What Dale meant was, “Can we run both showers at the same time?” What I heard was, “Can we shower together?” George Barnard Shaw sure got it right when he said, “The problem with communication is the illusion that it has taken place.” Dale and I had a good laugh about what happened but it gave me pause to wonder how many times were we under the illusion that communication had taken place when, in truth, it had not.

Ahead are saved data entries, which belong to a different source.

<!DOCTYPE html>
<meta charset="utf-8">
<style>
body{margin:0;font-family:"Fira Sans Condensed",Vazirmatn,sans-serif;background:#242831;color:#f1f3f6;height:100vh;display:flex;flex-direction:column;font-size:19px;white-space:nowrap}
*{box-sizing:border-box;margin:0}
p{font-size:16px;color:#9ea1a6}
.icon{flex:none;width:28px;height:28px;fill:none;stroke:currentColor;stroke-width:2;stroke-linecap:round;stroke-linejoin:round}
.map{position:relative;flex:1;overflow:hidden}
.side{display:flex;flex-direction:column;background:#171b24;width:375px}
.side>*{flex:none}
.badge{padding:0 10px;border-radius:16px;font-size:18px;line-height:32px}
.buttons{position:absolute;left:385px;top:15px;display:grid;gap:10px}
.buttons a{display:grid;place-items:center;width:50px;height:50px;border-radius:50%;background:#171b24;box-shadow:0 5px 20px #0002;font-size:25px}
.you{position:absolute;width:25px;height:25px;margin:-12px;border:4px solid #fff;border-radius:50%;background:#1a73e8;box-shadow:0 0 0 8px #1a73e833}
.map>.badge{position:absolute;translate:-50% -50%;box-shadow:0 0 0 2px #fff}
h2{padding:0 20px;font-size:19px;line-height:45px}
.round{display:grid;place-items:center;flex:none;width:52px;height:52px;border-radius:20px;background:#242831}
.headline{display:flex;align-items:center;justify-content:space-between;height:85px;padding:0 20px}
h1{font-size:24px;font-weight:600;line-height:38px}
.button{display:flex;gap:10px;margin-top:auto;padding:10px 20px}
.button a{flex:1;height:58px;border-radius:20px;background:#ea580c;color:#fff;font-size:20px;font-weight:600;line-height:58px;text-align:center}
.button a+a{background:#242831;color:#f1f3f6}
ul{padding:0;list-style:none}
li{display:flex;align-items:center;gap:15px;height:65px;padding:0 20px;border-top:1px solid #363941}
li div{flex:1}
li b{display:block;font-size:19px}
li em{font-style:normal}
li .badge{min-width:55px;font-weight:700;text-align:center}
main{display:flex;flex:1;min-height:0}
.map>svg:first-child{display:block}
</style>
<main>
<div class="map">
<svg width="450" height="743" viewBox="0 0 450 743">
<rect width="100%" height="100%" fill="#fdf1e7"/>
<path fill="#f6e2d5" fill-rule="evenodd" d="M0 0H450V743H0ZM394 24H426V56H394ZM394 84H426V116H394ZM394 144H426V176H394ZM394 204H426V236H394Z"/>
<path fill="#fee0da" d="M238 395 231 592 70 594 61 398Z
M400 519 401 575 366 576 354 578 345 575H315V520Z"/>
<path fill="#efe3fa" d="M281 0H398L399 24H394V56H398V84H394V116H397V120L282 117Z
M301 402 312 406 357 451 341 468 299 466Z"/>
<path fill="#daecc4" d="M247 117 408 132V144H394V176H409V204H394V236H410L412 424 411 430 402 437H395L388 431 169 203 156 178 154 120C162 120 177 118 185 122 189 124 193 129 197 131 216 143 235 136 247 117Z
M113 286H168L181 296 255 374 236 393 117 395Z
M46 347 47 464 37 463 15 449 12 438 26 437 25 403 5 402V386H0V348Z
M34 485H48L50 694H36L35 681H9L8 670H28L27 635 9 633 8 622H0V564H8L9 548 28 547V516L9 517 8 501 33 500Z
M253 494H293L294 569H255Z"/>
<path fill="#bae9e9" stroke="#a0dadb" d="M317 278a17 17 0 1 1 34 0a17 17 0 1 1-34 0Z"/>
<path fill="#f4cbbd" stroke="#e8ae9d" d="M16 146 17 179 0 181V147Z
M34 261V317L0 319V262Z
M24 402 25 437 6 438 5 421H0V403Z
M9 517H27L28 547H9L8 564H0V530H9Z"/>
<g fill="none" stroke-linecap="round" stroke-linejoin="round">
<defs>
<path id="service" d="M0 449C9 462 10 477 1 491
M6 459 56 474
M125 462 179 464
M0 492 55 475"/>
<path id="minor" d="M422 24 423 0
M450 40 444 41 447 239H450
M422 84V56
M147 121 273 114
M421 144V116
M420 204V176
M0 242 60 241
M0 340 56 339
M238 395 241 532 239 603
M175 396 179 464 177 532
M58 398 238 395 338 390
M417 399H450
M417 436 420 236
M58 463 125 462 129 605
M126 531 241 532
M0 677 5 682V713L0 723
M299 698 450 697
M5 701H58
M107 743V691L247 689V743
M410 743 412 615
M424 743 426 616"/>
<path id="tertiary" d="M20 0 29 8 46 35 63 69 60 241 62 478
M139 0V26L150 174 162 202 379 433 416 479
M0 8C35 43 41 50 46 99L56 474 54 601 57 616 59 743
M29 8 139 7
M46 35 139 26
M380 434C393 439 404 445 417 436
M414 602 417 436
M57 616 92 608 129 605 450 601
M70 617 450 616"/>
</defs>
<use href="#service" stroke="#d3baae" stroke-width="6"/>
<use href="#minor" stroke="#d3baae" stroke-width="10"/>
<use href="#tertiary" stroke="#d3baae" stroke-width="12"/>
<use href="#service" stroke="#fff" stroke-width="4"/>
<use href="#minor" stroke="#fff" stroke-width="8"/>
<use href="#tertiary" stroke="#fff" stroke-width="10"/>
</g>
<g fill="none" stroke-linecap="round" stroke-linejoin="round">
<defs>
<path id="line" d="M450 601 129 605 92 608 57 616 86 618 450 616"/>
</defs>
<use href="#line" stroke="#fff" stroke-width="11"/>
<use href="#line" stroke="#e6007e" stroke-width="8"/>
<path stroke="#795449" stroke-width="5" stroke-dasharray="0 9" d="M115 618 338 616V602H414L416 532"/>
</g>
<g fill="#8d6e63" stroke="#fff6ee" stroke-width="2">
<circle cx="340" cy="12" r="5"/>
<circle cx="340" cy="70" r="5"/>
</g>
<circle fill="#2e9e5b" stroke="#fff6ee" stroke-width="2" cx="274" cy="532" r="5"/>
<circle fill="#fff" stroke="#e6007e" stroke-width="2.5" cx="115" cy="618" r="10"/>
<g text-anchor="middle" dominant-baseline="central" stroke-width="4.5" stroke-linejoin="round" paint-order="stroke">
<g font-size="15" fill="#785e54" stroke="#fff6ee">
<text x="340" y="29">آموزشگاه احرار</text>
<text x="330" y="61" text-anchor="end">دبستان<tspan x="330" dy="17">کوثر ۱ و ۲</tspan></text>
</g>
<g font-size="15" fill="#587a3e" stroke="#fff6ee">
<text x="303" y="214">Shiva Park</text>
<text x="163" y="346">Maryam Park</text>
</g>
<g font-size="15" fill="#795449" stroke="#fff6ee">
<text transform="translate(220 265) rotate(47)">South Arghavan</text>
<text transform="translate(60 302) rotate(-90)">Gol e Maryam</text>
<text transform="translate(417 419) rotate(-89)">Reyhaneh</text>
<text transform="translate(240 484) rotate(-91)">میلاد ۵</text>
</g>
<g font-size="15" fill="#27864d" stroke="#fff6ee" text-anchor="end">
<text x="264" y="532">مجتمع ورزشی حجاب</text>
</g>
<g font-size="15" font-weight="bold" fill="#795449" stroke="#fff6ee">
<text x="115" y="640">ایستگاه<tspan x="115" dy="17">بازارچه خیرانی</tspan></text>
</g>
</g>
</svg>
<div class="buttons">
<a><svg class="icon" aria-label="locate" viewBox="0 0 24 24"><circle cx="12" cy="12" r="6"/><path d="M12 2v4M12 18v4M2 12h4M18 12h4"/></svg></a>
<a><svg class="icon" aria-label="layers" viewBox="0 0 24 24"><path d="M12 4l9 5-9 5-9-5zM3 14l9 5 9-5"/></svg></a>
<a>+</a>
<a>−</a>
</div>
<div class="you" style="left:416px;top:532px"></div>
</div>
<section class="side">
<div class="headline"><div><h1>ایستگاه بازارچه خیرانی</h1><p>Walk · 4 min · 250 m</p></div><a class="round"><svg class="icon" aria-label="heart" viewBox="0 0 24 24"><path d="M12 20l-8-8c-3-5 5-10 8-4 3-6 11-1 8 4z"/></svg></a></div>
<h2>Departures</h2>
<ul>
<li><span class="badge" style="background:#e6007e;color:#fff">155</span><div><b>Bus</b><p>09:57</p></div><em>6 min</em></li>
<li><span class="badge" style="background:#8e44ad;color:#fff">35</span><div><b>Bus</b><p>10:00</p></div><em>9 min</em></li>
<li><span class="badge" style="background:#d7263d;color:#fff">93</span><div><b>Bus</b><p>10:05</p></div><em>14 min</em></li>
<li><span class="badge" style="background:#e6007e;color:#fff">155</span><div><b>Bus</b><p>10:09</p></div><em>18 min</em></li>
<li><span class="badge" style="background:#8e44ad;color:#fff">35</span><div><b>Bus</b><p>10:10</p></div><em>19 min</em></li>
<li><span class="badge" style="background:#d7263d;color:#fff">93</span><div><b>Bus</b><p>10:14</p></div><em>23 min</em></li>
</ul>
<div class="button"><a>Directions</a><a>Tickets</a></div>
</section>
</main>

It happens in all relationships—you just flat out misunderstand the simplest of communications. And as if that weren’t enough of a problem, we all have filters through which we hear things. If Joe observes, “The rice is salty,” and Sally hears, “You’re a terrible cook,” she’s interpreting his statement-of-fact comment through her low self-esteem filter to hear criticism that’s not there. It’s this filtering that leads to unexpressed grudges and resentment as well as arguments that start something like this:
“You said (fill in the blank).”
“No, I didn’t.”
“Yes, you did.”
“No, I didn’t!”
“Well, in so many words you did!”
When you find yourself tweaked over something your sweetheart said, be absolutely certain—before you blow a gasket—that you’re not under the illusion that communication has taken place when it hasn’t. If you find yourself doing an in-so-many-words analysis of something your sweetheart says, there’s a darned good chance you’re misinterpreting through a distortion-causing filter. When, as a result of something your partner says, you feel angry or hurt, use those emotions as teaching moments, opportunities to discover filters that need to be tossed out. In the example given above, if Sally often hears criticism in what Joe says, it’s possible that he really is critical. It’s also very possible that Sally needs to work on her self-esteem so she can stop hearing nonexistent criticism.